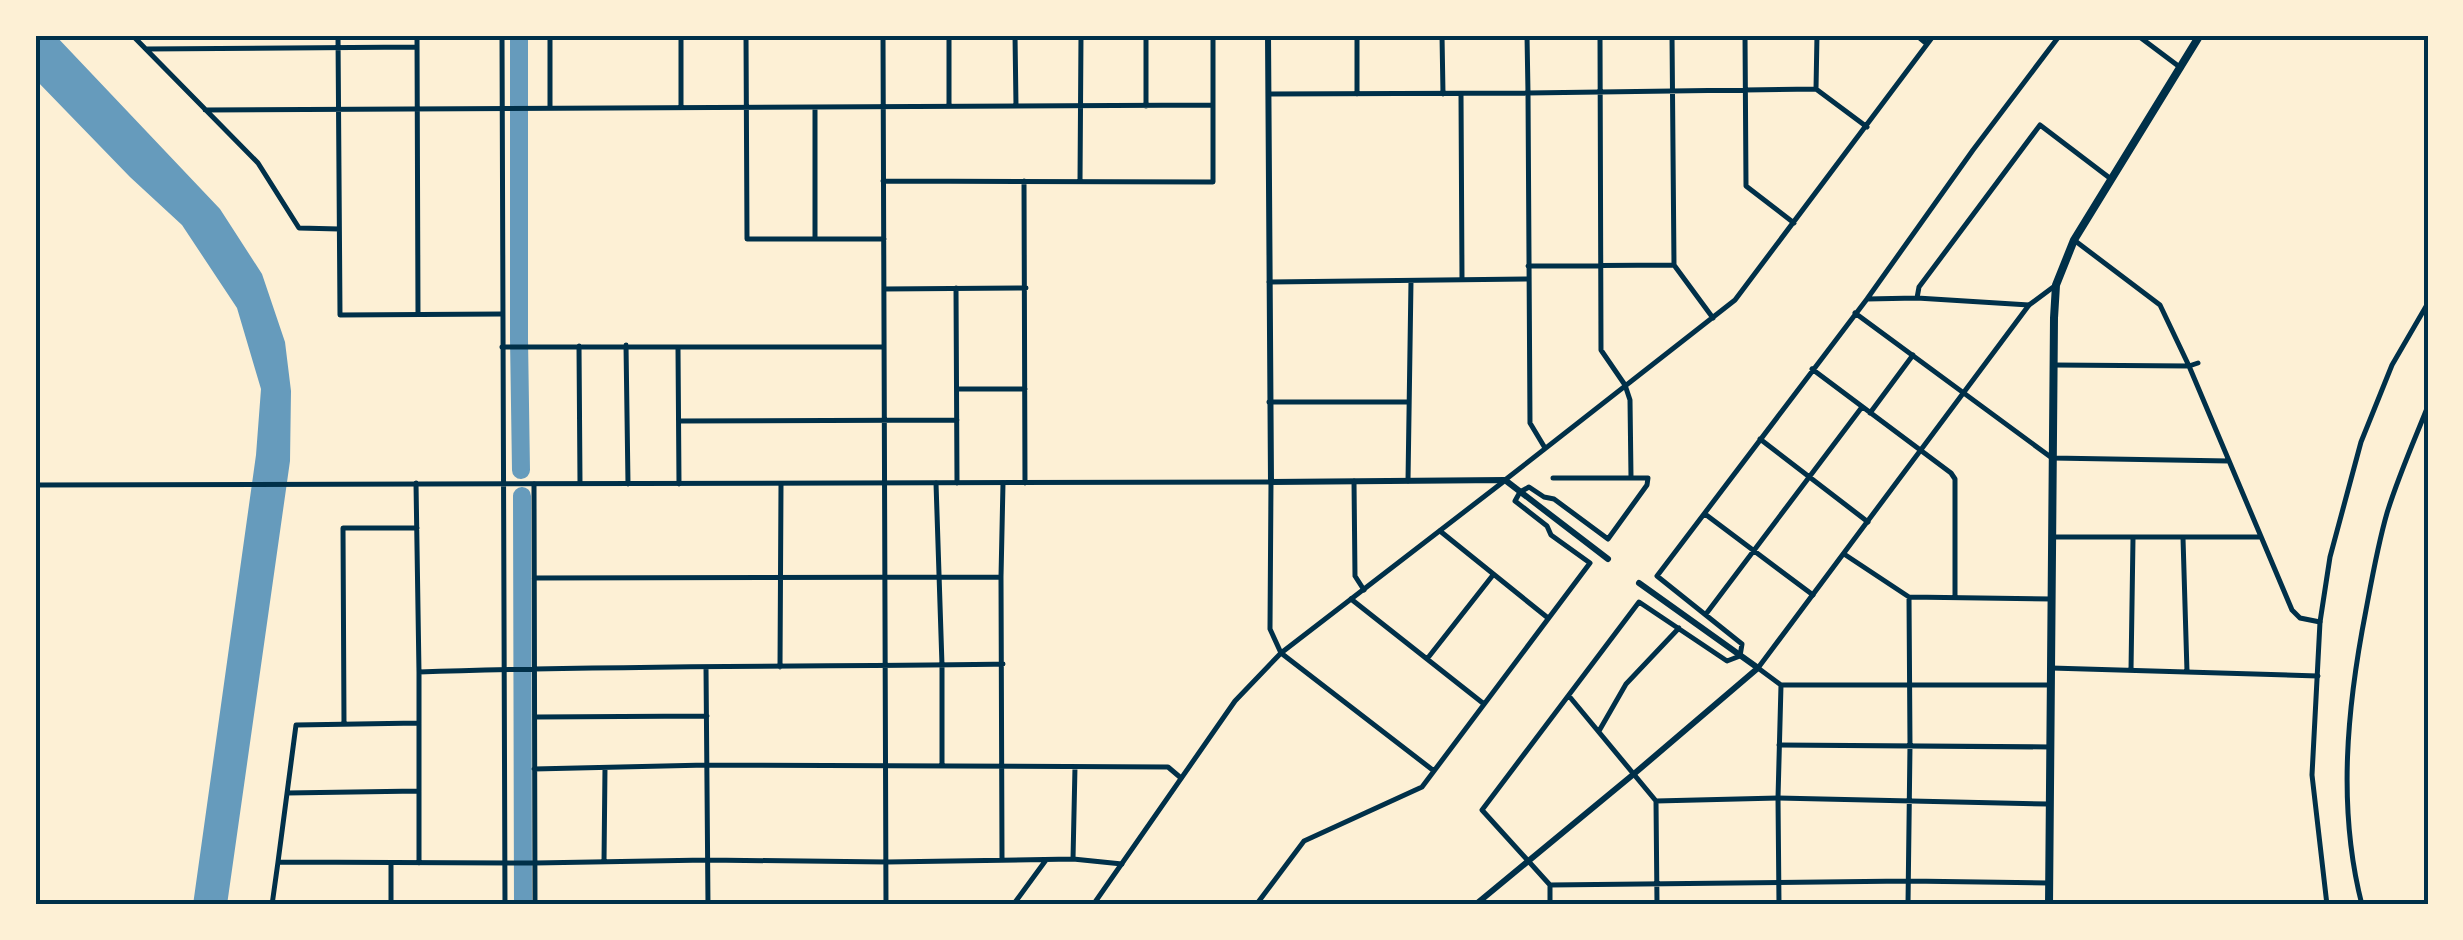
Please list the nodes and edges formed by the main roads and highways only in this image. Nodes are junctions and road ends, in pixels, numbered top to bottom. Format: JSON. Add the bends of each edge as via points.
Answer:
{"nodes":[{"id":1,"x":1268,"y":35,"type":"edge"},
{"id":2,"x":2200,"y":35,"type":"edge"},
{"id":3,"x":1608,"y":560,"type":"dead end"},
{"id":4,"x":1640,"y":583,"type":"dead end"},
{"id":5,"x":1475,"y":905,"type":"edge"},
{"id":6,"x":2049,"y":905,"type":"edge"}],
"edges":[{"from":1,"to":3,"type":"main road","via":[[1271,482],[1505,480]]},
{"from":2,"to":6,"type":"highway","via":[[2074,240],[2056,285]]},
{"from":4,"to":5,"type":"main road","via":[[1758,668]]}]}
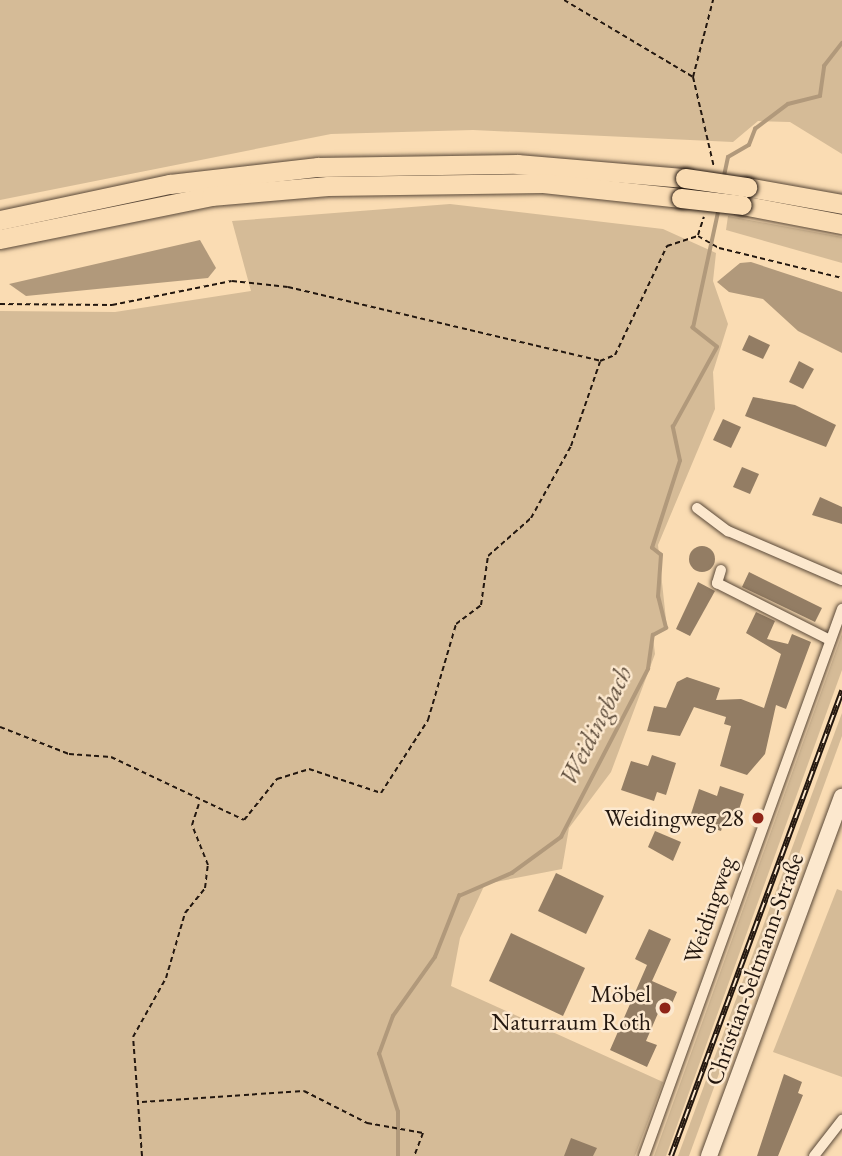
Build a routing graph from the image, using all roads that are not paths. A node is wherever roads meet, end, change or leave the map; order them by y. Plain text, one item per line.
________________________________________
YOUR OBJECTIVE:
Write out every record exactly. Leave the pictures out.

RESPONSE:
Please list the nodes and edges formed by the main roads and highways only in this image. Nodes are junctions and road ends, in pixels, numbered top to bottom. Format: JSON. Add the bends of each edge as via points.
Answer:
{"nodes":[{"id":1,"x":1268,"y":35,"type":"edge"},
{"id":2,"x":2200,"y":35,"type":"edge"},
{"id":3,"x":1608,"y":560,"type":"dead end"},
{"id":4,"x":1640,"y":583,"type":"dead end"},
{"id":5,"x":1475,"y":905,"type":"edge"},
{"id":6,"x":2049,"y":905,"type":"edge"}],
"edges":[{"from":1,"to":3,"type":"main road","via":[[1271,482],[1505,480]]},
{"from":2,"to":6,"type":"highway","via":[[2074,240],[2056,285]]},
{"from":4,"to":5,"type":"main road","via":[[1758,668]]}]}
Build a routing graph from the image, using all roads that are not paths. A node is wherever roads meet, end, change or leave the map; order them by y. Plain text, one item per line.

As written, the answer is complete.